Instructions for the task » Return the entries below precisely, omitting nothing.

[Saved entries]
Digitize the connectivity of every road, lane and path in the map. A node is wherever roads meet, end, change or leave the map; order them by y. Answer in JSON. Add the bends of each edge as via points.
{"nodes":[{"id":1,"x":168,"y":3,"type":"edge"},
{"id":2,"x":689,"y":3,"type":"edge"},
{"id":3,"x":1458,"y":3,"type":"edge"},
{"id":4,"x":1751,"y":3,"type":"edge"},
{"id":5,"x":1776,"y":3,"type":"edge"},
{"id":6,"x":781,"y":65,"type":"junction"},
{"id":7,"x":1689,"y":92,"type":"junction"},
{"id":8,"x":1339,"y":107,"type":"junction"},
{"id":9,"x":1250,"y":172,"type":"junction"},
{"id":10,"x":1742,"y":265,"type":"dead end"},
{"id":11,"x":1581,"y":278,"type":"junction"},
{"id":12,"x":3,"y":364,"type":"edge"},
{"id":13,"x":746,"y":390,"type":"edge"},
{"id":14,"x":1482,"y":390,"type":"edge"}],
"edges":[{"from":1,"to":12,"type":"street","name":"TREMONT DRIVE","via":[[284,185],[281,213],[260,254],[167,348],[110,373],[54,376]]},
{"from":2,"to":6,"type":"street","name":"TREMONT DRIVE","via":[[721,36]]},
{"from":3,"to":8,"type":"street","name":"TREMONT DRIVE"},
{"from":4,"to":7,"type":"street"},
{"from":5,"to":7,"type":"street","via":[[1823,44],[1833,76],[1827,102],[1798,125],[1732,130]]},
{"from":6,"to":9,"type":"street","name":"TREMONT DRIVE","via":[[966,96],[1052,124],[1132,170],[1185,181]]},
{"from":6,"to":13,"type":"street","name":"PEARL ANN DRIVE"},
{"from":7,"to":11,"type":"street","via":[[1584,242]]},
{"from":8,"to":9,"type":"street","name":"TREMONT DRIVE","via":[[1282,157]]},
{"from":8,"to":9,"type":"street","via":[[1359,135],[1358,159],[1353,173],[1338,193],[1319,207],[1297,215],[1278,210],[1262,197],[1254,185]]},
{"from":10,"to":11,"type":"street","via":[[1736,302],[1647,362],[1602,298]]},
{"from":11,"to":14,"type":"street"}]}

Exercise answer »
Digitize the connectivity of every road, lane and path in the map. A node is wherever roads meet, end, change or leave the map; order them by y. Answer in JSON. Add the bends of each edge as via points.
{"nodes":[{"id":1,"x":168,"y":3,"type":"edge"},
{"id":2,"x":689,"y":3,"type":"edge"},
{"id":3,"x":1458,"y":3,"type":"edge"},
{"id":4,"x":1751,"y":3,"type":"edge"},
{"id":5,"x":1776,"y":3,"type":"edge"},
{"id":6,"x":781,"y":65,"type":"junction"},
{"id":7,"x":1689,"y":92,"type":"junction"},
{"id":8,"x":1339,"y":107,"type":"junction"},
{"id":9,"x":1250,"y":172,"type":"junction"},
{"id":10,"x":1742,"y":265,"type":"dead end"},
{"id":11,"x":1581,"y":278,"type":"junction"},
{"id":12,"x":3,"y":364,"type":"edge"},
{"id":13,"x":746,"y":390,"type":"edge"},
{"id":14,"x":1482,"y":390,"type":"edge"}],
"edges":[{"from":1,"to":12,"type":"street","name":"TREMONT DRIVE","via":[[284,185],[281,213],[260,254],[167,348],[110,373],[54,376]]},
{"from":2,"to":6,"type":"street","name":"TREMONT DRIVE","via":[[721,36]]},
{"from":3,"to":8,"type":"street","name":"TREMONT DRIVE"},
{"from":4,"to":7,"type":"street"},
{"from":5,"to":7,"type":"street","via":[[1823,44],[1833,76],[1827,102],[1798,125],[1732,130]]},
{"from":6,"to":9,"type":"street","name":"TREMONT DRIVE","via":[[966,96],[1052,124],[1132,170],[1185,181]]},
{"from":6,"to":13,"type":"street","name":"PEARL ANN DRIVE"},
{"from":7,"to":11,"type":"street","via":[[1584,242]]},
{"from":8,"to":9,"type":"street","name":"TREMONT DRIVE","via":[[1282,157]]},
{"from":8,"to":9,"type":"street","via":[[1359,135],[1358,159],[1353,173],[1338,193],[1319,207],[1297,215],[1278,210],[1262,197],[1254,185]]},
{"from":10,"to":11,"type":"street","via":[[1736,302],[1647,362],[1602,298]]},
{"from":11,"to":14,"type":"street"}]}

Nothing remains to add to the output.